• [ACTIVITY]
What follows is a set of records; give them all back exactly.

Items from a dataset
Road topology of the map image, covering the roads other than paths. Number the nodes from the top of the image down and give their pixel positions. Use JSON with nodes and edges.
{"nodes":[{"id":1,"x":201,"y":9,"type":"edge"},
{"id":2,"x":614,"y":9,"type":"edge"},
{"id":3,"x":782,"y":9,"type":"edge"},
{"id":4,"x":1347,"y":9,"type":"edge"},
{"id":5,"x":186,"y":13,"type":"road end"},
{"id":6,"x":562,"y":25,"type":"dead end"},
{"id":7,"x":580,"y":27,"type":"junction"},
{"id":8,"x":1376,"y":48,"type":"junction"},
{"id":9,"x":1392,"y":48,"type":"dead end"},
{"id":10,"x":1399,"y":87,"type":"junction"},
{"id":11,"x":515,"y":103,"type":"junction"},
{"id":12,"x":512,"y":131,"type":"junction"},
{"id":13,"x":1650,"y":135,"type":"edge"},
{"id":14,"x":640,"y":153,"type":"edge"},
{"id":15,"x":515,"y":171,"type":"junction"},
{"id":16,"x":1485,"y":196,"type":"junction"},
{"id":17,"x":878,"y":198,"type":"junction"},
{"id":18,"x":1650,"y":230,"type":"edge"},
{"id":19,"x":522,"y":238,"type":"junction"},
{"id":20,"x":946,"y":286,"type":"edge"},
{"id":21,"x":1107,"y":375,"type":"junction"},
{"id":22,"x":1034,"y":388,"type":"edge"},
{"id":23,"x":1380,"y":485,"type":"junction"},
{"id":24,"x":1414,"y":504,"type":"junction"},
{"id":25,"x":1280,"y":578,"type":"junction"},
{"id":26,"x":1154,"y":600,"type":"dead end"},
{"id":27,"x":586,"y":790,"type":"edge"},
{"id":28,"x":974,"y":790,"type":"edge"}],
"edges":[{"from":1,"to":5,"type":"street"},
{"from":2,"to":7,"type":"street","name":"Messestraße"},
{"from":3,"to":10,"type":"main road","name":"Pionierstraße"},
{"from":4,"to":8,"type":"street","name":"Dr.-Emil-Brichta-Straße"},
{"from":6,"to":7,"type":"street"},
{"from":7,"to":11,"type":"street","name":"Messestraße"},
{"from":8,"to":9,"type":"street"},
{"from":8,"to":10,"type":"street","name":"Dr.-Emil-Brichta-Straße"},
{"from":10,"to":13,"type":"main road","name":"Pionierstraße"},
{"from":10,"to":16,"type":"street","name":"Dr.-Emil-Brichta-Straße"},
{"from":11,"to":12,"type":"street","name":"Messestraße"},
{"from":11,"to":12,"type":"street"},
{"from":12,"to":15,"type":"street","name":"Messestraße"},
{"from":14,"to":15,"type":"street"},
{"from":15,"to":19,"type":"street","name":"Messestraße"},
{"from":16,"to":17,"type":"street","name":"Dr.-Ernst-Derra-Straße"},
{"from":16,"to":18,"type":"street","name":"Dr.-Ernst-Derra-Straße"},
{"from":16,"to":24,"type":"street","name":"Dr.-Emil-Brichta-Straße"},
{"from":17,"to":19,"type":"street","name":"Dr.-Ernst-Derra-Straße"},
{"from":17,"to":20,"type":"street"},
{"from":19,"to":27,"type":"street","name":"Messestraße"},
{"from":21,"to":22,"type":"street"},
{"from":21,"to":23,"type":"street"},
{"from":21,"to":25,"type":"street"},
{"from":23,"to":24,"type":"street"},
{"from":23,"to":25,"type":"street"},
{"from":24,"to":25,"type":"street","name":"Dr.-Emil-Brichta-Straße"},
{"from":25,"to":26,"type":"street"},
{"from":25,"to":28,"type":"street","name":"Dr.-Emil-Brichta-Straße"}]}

• [COMPLETED TASK]
Road topology of the map image, covering the roads other than paths. Number the nodes from the top of the image down and give their pixel positions. Use JSON with nodes and edges.
{"nodes":[{"id":1,"x":201,"y":9,"type":"edge"},
{"id":2,"x":614,"y":9,"type":"edge"},
{"id":3,"x":782,"y":9,"type":"edge"},
{"id":4,"x":1347,"y":9,"type":"edge"},
{"id":5,"x":186,"y":13,"type":"road end"},
{"id":6,"x":562,"y":25,"type":"dead end"},
{"id":7,"x":580,"y":27,"type":"junction"},
{"id":8,"x":1376,"y":48,"type":"junction"},
{"id":9,"x":1392,"y":48,"type":"dead end"},
{"id":10,"x":1399,"y":87,"type":"junction"},
{"id":11,"x":515,"y":103,"type":"junction"},
{"id":12,"x":512,"y":131,"type":"junction"},
{"id":13,"x":1650,"y":135,"type":"edge"},
{"id":14,"x":640,"y":153,"type":"edge"},
{"id":15,"x":515,"y":171,"type":"junction"},
{"id":16,"x":1485,"y":196,"type":"junction"},
{"id":17,"x":878,"y":198,"type":"junction"},
{"id":18,"x":1650,"y":230,"type":"edge"},
{"id":19,"x":522,"y":238,"type":"junction"},
{"id":20,"x":946,"y":286,"type":"edge"},
{"id":21,"x":1107,"y":375,"type":"junction"},
{"id":22,"x":1034,"y":388,"type":"edge"},
{"id":23,"x":1380,"y":485,"type":"junction"},
{"id":24,"x":1414,"y":504,"type":"junction"},
{"id":25,"x":1280,"y":578,"type":"junction"},
{"id":26,"x":1154,"y":600,"type":"dead end"},
{"id":27,"x":586,"y":790,"type":"edge"},
{"id":28,"x":974,"y":790,"type":"edge"}],
"edges":[{"from":1,"to":5,"type":"street"},
{"from":2,"to":7,"type":"street","name":"Messestraße"},
{"from":3,"to":10,"type":"main road","name":"Pionierstraße"},
{"from":4,"to":8,"type":"street","name":"Dr.-Emil-Brichta-Straße"},
{"from":6,"to":7,"type":"street"},
{"from":7,"to":11,"type":"street","name":"Messestraße"},
{"from":8,"to":9,"type":"street"},
{"from":8,"to":10,"type":"street","name":"Dr.-Emil-Brichta-Straße"},
{"from":10,"to":13,"type":"main road","name":"Pionierstraße"},
{"from":10,"to":16,"type":"street","name":"Dr.-Emil-Brichta-Straße"},
{"from":11,"to":12,"type":"street","name":"Messestraße"},
{"from":11,"to":12,"type":"street"},
{"from":12,"to":15,"type":"street","name":"Messestraße"},
{"from":14,"to":15,"type":"street"},
{"from":15,"to":19,"type":"street","name":"Messestraße"},
{"from":16,"to":17,"type":"street","name":"Dr.-Ernst-Derra-Straße"},
{"from":16,"to":18,"type":"street","name":"Dr.-Ernst-Derra-Straße"},
{"from":16,"to":24,"type":"street","name":"Dr.-Emil-Brichta-Straße"},
{"from":17,"to":19,"type":"street","name":"Dr.-Ernst-Derra-Straße"},
{"from":17,"to":20,"type":"street"},
{"from":19,"to":27,"type":"street","name":"Messestraße"},
{"from":21,"to":22,"type":"street"},
{"from":21,"to":23,"type":"street"},
{"from":21,"to":25,"type":"street"},
{"from":23,"to":24,"type":"street"},
{"from":23,"to":25,"type":"street"},
{"from":24,"to":25,"type":"street","name":"Dr.-Emil-Brichta-Straße"},
{"from":25,"to":26,"type":"street"},
{"from":25,"to":28,"type":"street","name":"Dr.-Emil-Brichta-Straße"}]}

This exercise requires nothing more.